The physical boundaries enforced to create seclusion (privacy) within the bathroom are used to transgress the space of the garden. The spatial arrangement of bathrooms with its inherent function determines its placement in a dwelling unit. This locale is a derivative of public social systems. At one point in time the bath was a public spectacle. The spectacle that accompanied the cultural phenomena of bathing was in every way related to the voyeuristic behavior of Humbert Humber. When public facilities were in operation in ancient societies the notions of community was sponsored by the state and deemed healthy. At this point in history there was no stigma attached to the activity of cleansing the body. The body was viewed on more spiritual grounds. When the state began to look negatively at the practice it was moved into the home and was assigned the stigma that it now enjoys. It evolved into a private activity of isolation and condemnation. The social stigma is responsible for the seclusion and again perpetuates the gender environmental practices thus, creating masked spaces allowing individuals to continually transgress physical beings. The view of bathing and bathing room activities as they were in the ancient western societies as public domain involve physical space in a very controlled manner just as today. The condition of bathing that I am concerned here with is the emersion in water and utilization of steam. These environments were controlled spatially just as they are today except they existed in a different realm. The use of these environments for sexual activity was one of the reasons why they cease to exist today. So our subject figure Humbert Humbert is using the bathing environment and the seclusion it provides as incubator for his sexual fantasies.

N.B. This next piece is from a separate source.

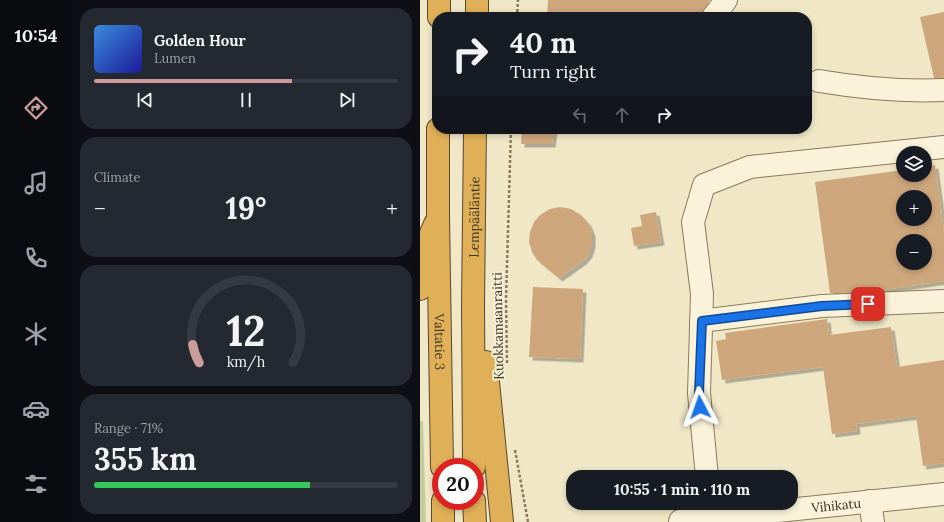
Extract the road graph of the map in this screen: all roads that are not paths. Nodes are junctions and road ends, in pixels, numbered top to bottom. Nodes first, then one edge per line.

“Both private and public spaces are heterogeneous and not all space is clearly private or public. Space is thus subject to various territorializing and de-territorializing processes whereby local control is fixed, claimed and challenged, forfeited and privatized.”
The public realm made bathing an act one is suppose to hide. By removing the spectacle and isolating the activity the socially stigmatized activity has in this environment provided a very good environment for the actor to not view the unsuspecting female figure but also practice acts of masturbation of other self-gratifying acts in seclusion.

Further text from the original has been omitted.